((

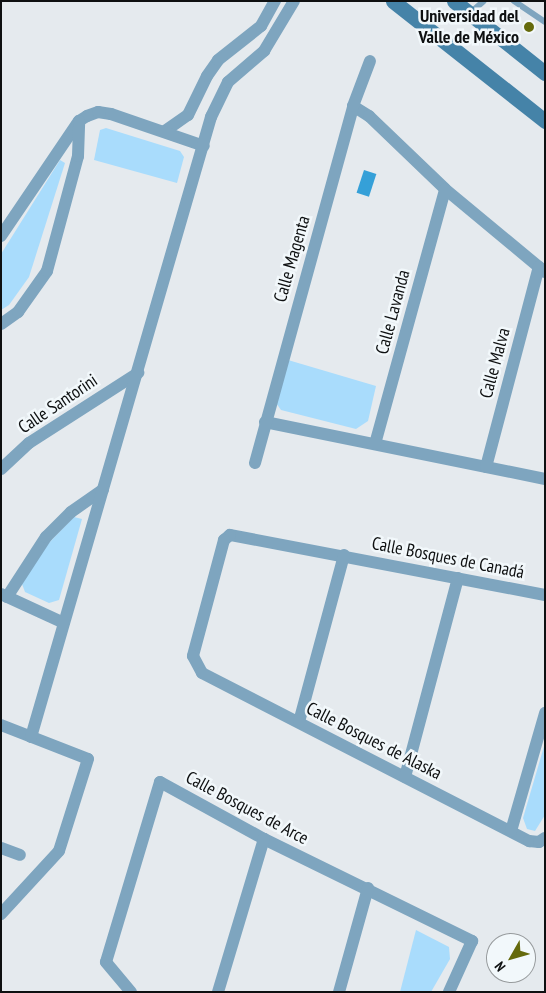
<!DOCTYPE html>
<meta charset="utf-8">
<style>
body{margin:0}
#map{position:relative;width:546px;height:993px;overflow:hidden;background:#e5eaee;font-family:"PT Sans Narrow",sans-serif}
div>[style]{position:absolute}
.green>*{inset:0;background:#a9dcfc}
.water>*{inset:0;background:#35a0d8;transform-origin:0 0}
.service>*{height:6px;margin:-3px;padding:0 3px;transform-origin:3px;border-radius:3px;background:#7ea5bf}
.minor>*{height:12px;margin:-6px;padding:0 6px;transform-origin:6px;border-radius:6px;background:#7ea5bf}
.secondary>*{height:15px;margin:-7.5px;padding:0 7.5px;transform-origin:7.5px;border-radius:7.5px;background:#4583a8}
.dots>*{width:14px;height:14px;translate:-50% -50%;box-sizing:border-box;border:2px solid #f2f8fb;border-radius:50%}
span{translate:-50% -50%;white-space:nowrap;text-align:center;line-height:1.15;-webkit-text-stroke:5px #f2f8fb;paint-order:stroke}
.poi-label{font-size:18px;color:#0e1011;font-weight:700}
.right{translate:-100% -50%;text-align:right}
.street-label{font-size:18px;color:#0e1011}
.frame{position:absolute;inset:0;border:2px solid #0e1011;pointer-events:none}
.north{position:absolute;left:486px;top:933px;width:50px;height:50px;box-sizing:border-box;background:#f2f8fb;border:1px solid #979b9d;border-radius:50%;rotate:232deg;font-size:14px;font-weight:700;line-height:20px;text-align:center;color:#0e1011}
.north::after{content:'';display:block;margin:auto;width:18px;height:22px;background:#656a0c;clip-path:polygon(50% 0,100% 100%,50% 72%,0 100%)}
</style>
<div id="map">
<div class="green">
<i style="clip-path:polygon(106px 128px,180px 151px,184px 157px,177px 183px,94px 160px,100px 130px)"></i>
<i style="clip-path:polygon(60px 160px,65px 163px,29px 277px,9px 305px,1px 310px,1px 254px)"></i>
<i style="clip-path:polygon(288px 360px,376px 386px,368px 421px,356px 429px,281px 410px,276px 403px)"></i>
<i style="clip-path:polygon(74px 517px,82px 519px,59px 600px,49px 603px,25px 592px,22px 584px,42px 550px)"></i>
<i style="clip-path:polygon(545px 743px,545px 815px,535px 831px,527px 829px,523px 818px)"></i>
<i style="clip-path:polygon(416px 930px,449px 947px,450px 959px,431px 992px,400px 992px)"></i>
</div>
<div class="water">
<i style="left:364px;top:170px;width:13px;height:24px;rotate:18deg"></i>
</div>
<div class="service">
<i style="left:514px;top:1px;width:37px;rotate:34deg"></i>
<i style="left:470px;top:13px;width:18px;rotate:-41deg"></i>
</div>
<div class="minor">
<i style="left:353px;top:106px;width:19px;rotate:32deg"></i>
<i style="left:369px;top:116px;width:105px;rotate:43.8deg"></i>
<i style="left:445px;top:189px;width:130px;rotate:39.7deg"></i>
<i style="left:165px;top:131px;width:28px;rotate:-35deg"></i>
<i style="left:188px;top:115px;width:43px;rotate:-64deg"></i>
<i style="left:207px;top:76px;width:19px;rotate:-55deg"></i>
<i style="left:218px;top:60px;width:55px;rotate:-38.3deg"></i>
<i style="left:261px;top:26px;width:29px;rotate:-61deg"></i>
<i style="left:1px;top:236px;width:139px;rotate:-55.9deg"></i>
<i style="left:79px;top:121px;width:9px;rotate:-32deg"></i>
<i style="left:87px;top:116px;width:12px;rotate:-20deg"></i>
<i style="left:98px;top:112px;width:13px;rotate:9deg"></i>
<i style="left:111px;top:114px;width:98px;rotate:19deg"></i>
<i style="left:1px;top:324px;width:21px;rotate:-35deg"></i>
<i style="left:18px;top:312px;width:50px;rotate:-54.7deg"></i>
<i style="left:47px;top:271px;width:119px;rotate:-74.9deg"></i>
<i style="left:78px;top:156px;width:35px;rotate:-88deg"></i>
<i style="left:265px;top:422px;width:286px;rotate:11.5deg"></i>
<i style="left:375px;top:444px;width:264px;rotate:-74.6deg"></i>
<i style="left:255px;top:463px;width:370px;rotate:-74.6deg"></i>
<i style="left:353px;top:106px;width:48px;rotate:-69.3deg"></i>
<i style="left:486px;top:467px;width:207px;rotate:-75.2deg"></i>
<i style="left:1px;top:469px;width:38px;rotate:-43deg"></i>
<i style="left:29px;top:443px;width:130px;rotate:-32.7deg"></i>
<i style="left:1px;top:594px;width:69px;rotate:24.7deg"></i>
<i style="left:545px;top:595px;width:321px;rotate:-169.2deg"></i>
<i style="left:230px;top:535px;width:8px;rotate:140deg"></i>
<i style="left:224px;top:540px;width:120px;rotate:105deg"></i>
<i style="left:193px;top:656px;width:19px;rotate:62deg"></i>
<i style="left:202px;top:673px;width:368px;rotate:27.2deg"></i>
<i style="left:529px;top:841px;width:10px;rotate:6deg"></i>
<i style="left:539px;top:842px;width:7px;rotate:-34deg"></i>
<i style="left:7px;top:597px;width:72px;rotate:-57deg"></i>
<i style="left:46px;top:537px;width:35px;rotate:-45deg"></i>
<i style="left:71px;top:512px;width:39px;rotate:-35deg"></i>
<i style="left:299px;top:722px;width:173px;rotate:-74.9deg"></i>
<i style="left:1px;top:725px;width:93px;rotate:21.3deg"></i>
<i style="left:88px;top:759px;width:96px;rotate:107.5deg"></i>
<i style="left:59px;top:851px;width:86px;rotate:132.6deg"></i>
<i style="left:31px;top:737px;width:646px;rotate:-73.81deg"></i>
<i style="left:211px;top:117px;width:39px;rotate:-64deg"></i>
<i style="left:228px;top:82px;width:48px;rotate:-40.7deg"></i>
<i style="left:264px;top:51px;width:58px;rotate:-59deg"></i>
<i style="left:405px;top:777px;width:206px;rotate:-75.1deg"></i>
<i style="left:511px;top:831px;width:123px;rotate:-73.9deg"></i>
<i style="left:1px;top:848px;width:20px;rotate:20deg"></i>
<i style="left:131px;top:992px;width:39px;rotate:-130deg"></i>
<i style="left:106px;top:962px;width:188px;rotate:-73.3deg"></i>
<i style="left:160px;top:782px;width:119px;rotate:28.7deg"></i>
<i style="left:264px;top:839px;width:232px;rotate:26.1deg"></i>
<i style="left:472px;top:941px;width:56px;rotate:114.3deg"></i>
<i style="left:218px;top:992px;width:160px;rotate:-73.3deg"></i>
<i style="left:339px;top:992px;width:108px;rotate:-74.4deg"></i>
</div>
<div class="secondary">
<i style="left:393px;top:1px;width:194px;rotate:38.3deg"></i>
<i style="left:454px;top:1px;width:116px;rotate:38.4deg"></i>
</div>
<div class="dots">
<i style="left:529px;top:27px;background:#656a0c"></i>
</div>
<div class="poi-label">
<span class="right" style="left:519px;top:27px">Universidad del<br>Valle de México</span>
</div>
<div class="street-label">
<span style="left:292px;top:259px;rotate:-74deg">Calle Magenta</span>
<span style="left:393px;top:312px;rotate:-75deg">Calle Lavanda</span>
<span style="left:495px;top:363px;rotate:-75deg">Calle Malva</span>
<span style="left:58px;top:404px;rotate:-34deg">Calle Santorini</span>
<span style="left:448px;top:558px;rotate:11deg">Calle Bosques de Canadá</span>
<span style="left:374px;top:741px;rotate:27deg">Calle Bosques de Alaska</span>
<span style="left:247px;top:808px;rotate:28deg">Calle Bosques de Arce</span>
</div>
<div class="frame"></div>
<div class="north">N</div>
</div>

))

▶ _WHAT YOU SHOULD DO_:
All that is needed is the exact run of lines from the start of the material above through the one containing "517px,82px 519px,59px 600px,49px", pictures left out.

▶ _WRITTEN RESPONSE_:
<!DOCTYPE html>
<meta charset="utf-8">
<style>
body{margin:0}
#map{position:relative;width:546px;height:993px;overflow:hidden;background:#e5eaee;font-family:"PT Sans Narrow",sans-serif}
div>[style]{position:absolute}
.green>*{inset:0;background:#a9dcfc}
.water>*{inset:0;background:#35a0d8;transform-origin:0 0}
.service>*{height:6px;margin:-3px;padding:0 3px;transform-origin:3px;border-radius:3px;background:#7ea5bf}
.minor>*{height:12px;margin:-6px;padding:0 6px;transform-origin:6px;border-radius:6px;background:#7ea5bf}
.secondary>*{height:15px;margin:-7.5px;padding:0 7.5px;transform-origin:7.5px;border-radius:7.5px;background:#4583a8}
.dots>*{width:14px;height:14px;translate:-50% -50%;box-sizing:border-box;border:2px solid #f2f8fb;border-radius:50%}
span{translate:-50% -50%;white-space:nowrap;text-align:center;line-height:1.15;-webkit-text-stroke:5px #f2f8fb;paint-order:stroke}
.poi-label{font-size:18px;color:#0e1011;font-weight:700}
.right{translate:-100% -50%;text-align:right}
.street-label{font-size:18px;color:#0e1011}
.frame{position:absolute;inset:0;border:2px solid #0e1011;pointer-events:none}
.north{position:absolute;left:486px;top:933px;width:50px;height:50px;box-sizing:border-box;background:#f2f8fb;border:1px solid #979b9d;border-radius:50%;rotate:232deg;font-size:14px;font-weight:700;line-height:20px;text-align:center;color:#0e1011}
.north::after{content:'';display:block;margin:auto;width:18px;height:22px;background:#656a0c;clip-path:polygon(50% 0,100% 100%,50% 72%,0 100%)}
</style>
<div id="map">
<div class="green">
<i style="clip-path:polygon(106px 128px,180px 151px,184px 157px,177px 183px,94px 160px,100px 130px)"></i>
<i style="clip-path:polygon(60px 160px,65px 163px,29px 277px,9px 305px,1px 310px,1px 254px)"></i>
<i style="clip-path:polygon(288px 360px,376px 386px,368px 421px,356px 429px,281px 410px,276px 403px)"></i>
<i style="clip-path:polygon(74px 517px,82px 519px,59px 600px,49px 603px,25px 592px,22px 584px,42px 550px)"></i>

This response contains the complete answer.